TASK INSTRUCTIONS
Transcribe, without alteration, only the lines from the one containing "pinky mcp: (239, 263)" through the last line of the material, both ends included.

THE INPUT
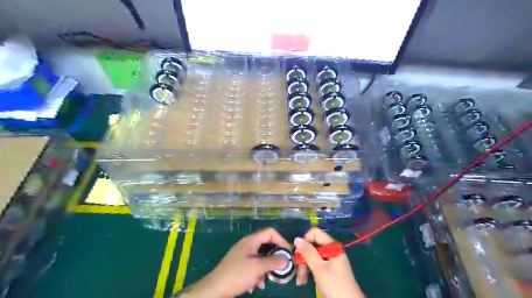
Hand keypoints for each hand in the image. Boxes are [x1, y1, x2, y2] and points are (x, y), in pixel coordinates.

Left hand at [181, 228, 292, 297]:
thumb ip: (273, 262)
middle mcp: (247, 244)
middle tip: (282, 265)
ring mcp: (243, 253)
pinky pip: (253, 264)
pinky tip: (257, 284)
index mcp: (251, 240)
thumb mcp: (257, 268)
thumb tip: (287, 259)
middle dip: (275, 255)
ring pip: (261, 256)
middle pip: (266, 244)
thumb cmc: (237, 274)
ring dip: (266, 266)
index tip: (288, 253)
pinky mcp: (239, 263)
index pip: (270, 232)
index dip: (281, 240)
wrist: (215, 288)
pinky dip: (258, 272)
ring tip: (269, 278)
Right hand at [295, 228, 366, 297]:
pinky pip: (315, 263)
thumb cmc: (335, 285)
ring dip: (304, 266)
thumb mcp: (319, 268)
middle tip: (298, 271)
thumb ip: (308, 252)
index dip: (305, 240)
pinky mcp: (327, 268)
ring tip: (300, 280)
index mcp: (332, 246)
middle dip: (303, 257)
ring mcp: (329, 259)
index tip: (299, 253)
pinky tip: (304, 280)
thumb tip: (296, 238)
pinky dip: (308, 270)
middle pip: (312, 245)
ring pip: (311, 255)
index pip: (315, 233)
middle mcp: (331, 249)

OUTPUT OF THE EXERCISE
pinky mcp: (239, 263)
index pip: (270, 232)
index dip: (281, 240)
wrist: (215, 288)
pinky dip: (258, 272)
ring tip: (269, 278)
Right hand at [295, 228, 366, 297]:
pinky pip: (315, 263)
thumb cmc: (335, 285)
ring dip: (304, 266)
thumb mcp: (319, 268)
middle tip: (298, 271)
thumb ip: (308, 252)
index dip: (305, 240)
pinky mcp: (327, 268)
ring tip: (300, 280)
index mcp: (332, 246)
middle dip: (303, 257)
ring mcp: (329, 259)
index tip: (299, 253)
pinky tip: (304, 280)
thumb tip: (296, 238)
pinky dip: (308, 270)
middle pip: (312, 245)
ring pip: (311, 255)
index pip: (315, 233)
middle mcp: (331, 249)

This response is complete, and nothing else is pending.